El ultimátum económico que este viernes (septiembre 4) profirió Donald Trump para forzar a la Reserva Federal (FED) a recortar las tasas de interés bajo la amenaza de congelar el comercio con países con superávit conlleva algo más que una disputa de política monetaria interna: es una alerta directa para el mayor socio comercial de Estados Unidos, México.
Al colocarse como el socio comercial con el mayor superávit frente a Estados Unidos, México se convierte automáticamente en el blanco de mayor vulnerabilidad ante cualquier eventual bloqueo o restricción ejecutiva.
La reacción de Trump se produjo tras la publicación de un informe de empleo en EE.UU. muy superior a lo esperado, un dato económico positivo que, paradójicamente, llevó a los mercados a prever un posible incremento en el costo del crédito por parte de la FED.
La embestida de Trump en Truth Social, donde condicionó la continuidad del intercambio comercial a que la junta directiva de la FED “sea patriota” y baje el costo del crédito, llega en un momento de integración récord entre ambas naciones.
Los mensajes de Trump en Truth Social
A través de su red social, el mandatario estadounidense expresó con dureza su postura:
“¡Estados Unidos es un crédito mucho más fuerte de lo que era hace muy poco tiempo! UN PAÍS FUERTE SIGNIFICA UNA TASA DE INTERÉS MÁS BAJA - ES UN MEJOR CRÉDITO... ¡Muy simple!”

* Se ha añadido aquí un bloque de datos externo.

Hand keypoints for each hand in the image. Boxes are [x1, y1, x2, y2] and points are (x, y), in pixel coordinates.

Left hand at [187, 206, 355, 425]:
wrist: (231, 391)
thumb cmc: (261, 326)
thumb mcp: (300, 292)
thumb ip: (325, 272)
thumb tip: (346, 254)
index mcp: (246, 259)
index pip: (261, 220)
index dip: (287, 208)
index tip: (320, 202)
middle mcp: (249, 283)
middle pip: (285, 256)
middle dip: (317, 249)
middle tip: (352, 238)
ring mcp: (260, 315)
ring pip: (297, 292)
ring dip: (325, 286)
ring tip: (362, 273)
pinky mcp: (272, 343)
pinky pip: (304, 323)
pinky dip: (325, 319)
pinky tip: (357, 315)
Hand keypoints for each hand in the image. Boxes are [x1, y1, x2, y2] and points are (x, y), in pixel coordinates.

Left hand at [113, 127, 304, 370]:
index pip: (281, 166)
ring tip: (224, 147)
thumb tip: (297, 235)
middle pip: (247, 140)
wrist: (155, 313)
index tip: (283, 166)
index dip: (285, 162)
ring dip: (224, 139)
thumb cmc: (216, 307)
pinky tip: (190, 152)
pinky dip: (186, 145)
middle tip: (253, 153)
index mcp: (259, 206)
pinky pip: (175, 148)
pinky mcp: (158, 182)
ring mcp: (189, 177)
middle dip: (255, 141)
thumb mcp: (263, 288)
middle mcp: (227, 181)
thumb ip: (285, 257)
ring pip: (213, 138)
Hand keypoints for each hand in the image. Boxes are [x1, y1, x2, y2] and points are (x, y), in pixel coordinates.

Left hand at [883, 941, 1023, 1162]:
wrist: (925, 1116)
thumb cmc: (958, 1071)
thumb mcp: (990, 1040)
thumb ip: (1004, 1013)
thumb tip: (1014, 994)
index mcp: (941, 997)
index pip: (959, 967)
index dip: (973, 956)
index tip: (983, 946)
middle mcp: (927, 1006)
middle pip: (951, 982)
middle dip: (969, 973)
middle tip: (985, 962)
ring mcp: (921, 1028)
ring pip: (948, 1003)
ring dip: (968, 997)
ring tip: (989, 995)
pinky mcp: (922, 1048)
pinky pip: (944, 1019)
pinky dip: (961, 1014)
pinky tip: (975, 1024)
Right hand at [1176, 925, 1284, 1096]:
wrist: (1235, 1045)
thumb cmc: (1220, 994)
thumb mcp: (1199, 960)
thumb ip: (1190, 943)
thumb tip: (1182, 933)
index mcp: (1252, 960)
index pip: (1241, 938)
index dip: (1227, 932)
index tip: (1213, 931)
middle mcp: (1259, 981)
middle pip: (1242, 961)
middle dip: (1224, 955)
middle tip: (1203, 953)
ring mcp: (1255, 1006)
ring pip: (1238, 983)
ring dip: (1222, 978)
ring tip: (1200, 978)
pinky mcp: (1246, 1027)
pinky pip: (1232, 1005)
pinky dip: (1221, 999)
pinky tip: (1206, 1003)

En otra publicación dirigida a la junta directiva del banco central y a su titular, Trump añadió:
“Reduzcan la tasa o dejaré de comerciar con los países que tienen superávit comercial. Sean patriotas”.
Trump argumentó que las elevadas tasas colocan a la economía estadounidense en desventaja global y aseveró que fallos recientes de la Corte Suprema le otorgan facultades ejecutivas absolutas para imponer restricciones comerciales directas como medida de política económica.
Cifras del la Oficina del Censo de EE.UU. revelan que solo en julio de 2026, la balanza comercial favorable para México alcanzó un hito histórico de u$s 26,310 millones, impulsada por exportaciones hacia el norte por 60,500 millones. En el acumulado interanual, el flujo bilateral superó los 871,500 millones de dólares, consolidando al país como el principal proveedor y aliado comercial del mercado estadounidense.
Sin embargo, esta profunda dependencia exportadora expone a México a una matriz de riesgos inmediatos:
- Vulnerabilidad de las exportaciones: Al concentrar México el mayor superávit de bienes con EE. UU., cualquier medida ejecutiva para bloquear o frenar importaciones afectaría directamente al 80% de las ventas externas no petroleras del país.
- Freno a la integración industrial: Sectores críticos altamente integrados, como el automotriz, el siderúrgico, el de aluminio y el electrónico, sufrirían paros técnicos y cuellos de botella inmediatos en las cadenas de suministro transfronterizas.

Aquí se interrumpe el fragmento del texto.